きみは静かにそういった。人の顔をじっと見つめて、何を言うかと思ったら。そんなこと、君にわざわざ言われなくてもわかってた。自分が醜いことなんて。今までだってたくさん言われてきたし、自分で自分に言い聞かせもした。僕は醜いんだから、そこにいるだけで害悪なんだから、身の程をわきまえろ、ってね。


それなのに、自分が醜いことなんてわかっていたのに、どうしようもなく苦しくなった。もしかしてきみは、僕が醜いことに気付かないかも知れないと期待していたから。きみはずっと僕なんかに優しかったから。

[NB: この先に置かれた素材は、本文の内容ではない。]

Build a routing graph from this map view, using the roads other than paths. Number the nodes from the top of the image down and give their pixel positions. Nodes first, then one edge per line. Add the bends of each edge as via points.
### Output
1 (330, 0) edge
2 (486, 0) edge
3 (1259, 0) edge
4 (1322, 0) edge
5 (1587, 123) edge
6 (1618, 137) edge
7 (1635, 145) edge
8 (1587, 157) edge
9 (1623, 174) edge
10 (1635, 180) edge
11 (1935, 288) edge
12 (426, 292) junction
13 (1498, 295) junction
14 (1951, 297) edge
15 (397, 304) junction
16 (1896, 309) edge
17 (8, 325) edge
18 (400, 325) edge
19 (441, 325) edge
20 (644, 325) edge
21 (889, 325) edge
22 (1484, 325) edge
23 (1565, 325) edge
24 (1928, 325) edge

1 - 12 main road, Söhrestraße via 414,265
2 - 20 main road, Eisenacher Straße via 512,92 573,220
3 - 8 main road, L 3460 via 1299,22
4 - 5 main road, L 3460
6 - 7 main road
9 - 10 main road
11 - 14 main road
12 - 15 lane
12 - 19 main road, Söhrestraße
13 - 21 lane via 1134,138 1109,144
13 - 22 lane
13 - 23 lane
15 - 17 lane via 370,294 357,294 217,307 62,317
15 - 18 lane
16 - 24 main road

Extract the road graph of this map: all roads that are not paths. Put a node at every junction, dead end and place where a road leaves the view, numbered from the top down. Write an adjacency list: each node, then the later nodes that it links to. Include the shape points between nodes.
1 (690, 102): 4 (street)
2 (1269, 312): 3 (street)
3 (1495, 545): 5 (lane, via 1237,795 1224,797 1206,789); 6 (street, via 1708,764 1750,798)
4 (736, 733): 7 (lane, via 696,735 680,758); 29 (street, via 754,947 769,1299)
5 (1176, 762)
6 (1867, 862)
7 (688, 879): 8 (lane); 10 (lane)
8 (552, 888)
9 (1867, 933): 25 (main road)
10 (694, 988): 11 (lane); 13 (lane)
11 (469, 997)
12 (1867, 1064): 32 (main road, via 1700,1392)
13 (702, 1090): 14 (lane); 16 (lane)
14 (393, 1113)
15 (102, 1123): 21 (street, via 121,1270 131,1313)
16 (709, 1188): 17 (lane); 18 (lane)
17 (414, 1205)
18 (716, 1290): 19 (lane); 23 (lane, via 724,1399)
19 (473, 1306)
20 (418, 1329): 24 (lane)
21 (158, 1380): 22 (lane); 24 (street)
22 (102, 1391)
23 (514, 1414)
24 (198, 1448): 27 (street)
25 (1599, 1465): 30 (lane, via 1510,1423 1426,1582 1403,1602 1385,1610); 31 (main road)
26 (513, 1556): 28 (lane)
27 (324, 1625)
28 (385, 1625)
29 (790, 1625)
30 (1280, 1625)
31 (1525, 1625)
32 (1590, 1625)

喉がギュッと締まって、熱い眼球から涙が溢れて目の前が見えなくなる。必死に隠していたぼくの醜さが、ついに暴かれてしまった、化けの皮がはがれてしまった、仮面が割れた。


きみにだけは、知られたくなかったのに。


「どうしたの?どうして泣くの?」

「だって、きみが僕のこと、同じ生き物じゃないなんて、いうから。」

僕がそう言うと、きみは困ったように笑って、うつむく僕と目を合わせようとする。きみの綺麗な手が、醜い僕の頬に触れる、僕の涙でぬれる。うれしい、でも、放してね、きみまで汚れてしまうから。目をあけると、君はまたじっと僕を見ていた。その瞳は星が燃えるように輝いている。その中に、僕がいる。一緒に輝いている。

「そうだよ、あなたは他の人とは別の生き物みたいにみえる。」

そうして、きみはうっとりと微笑んだ。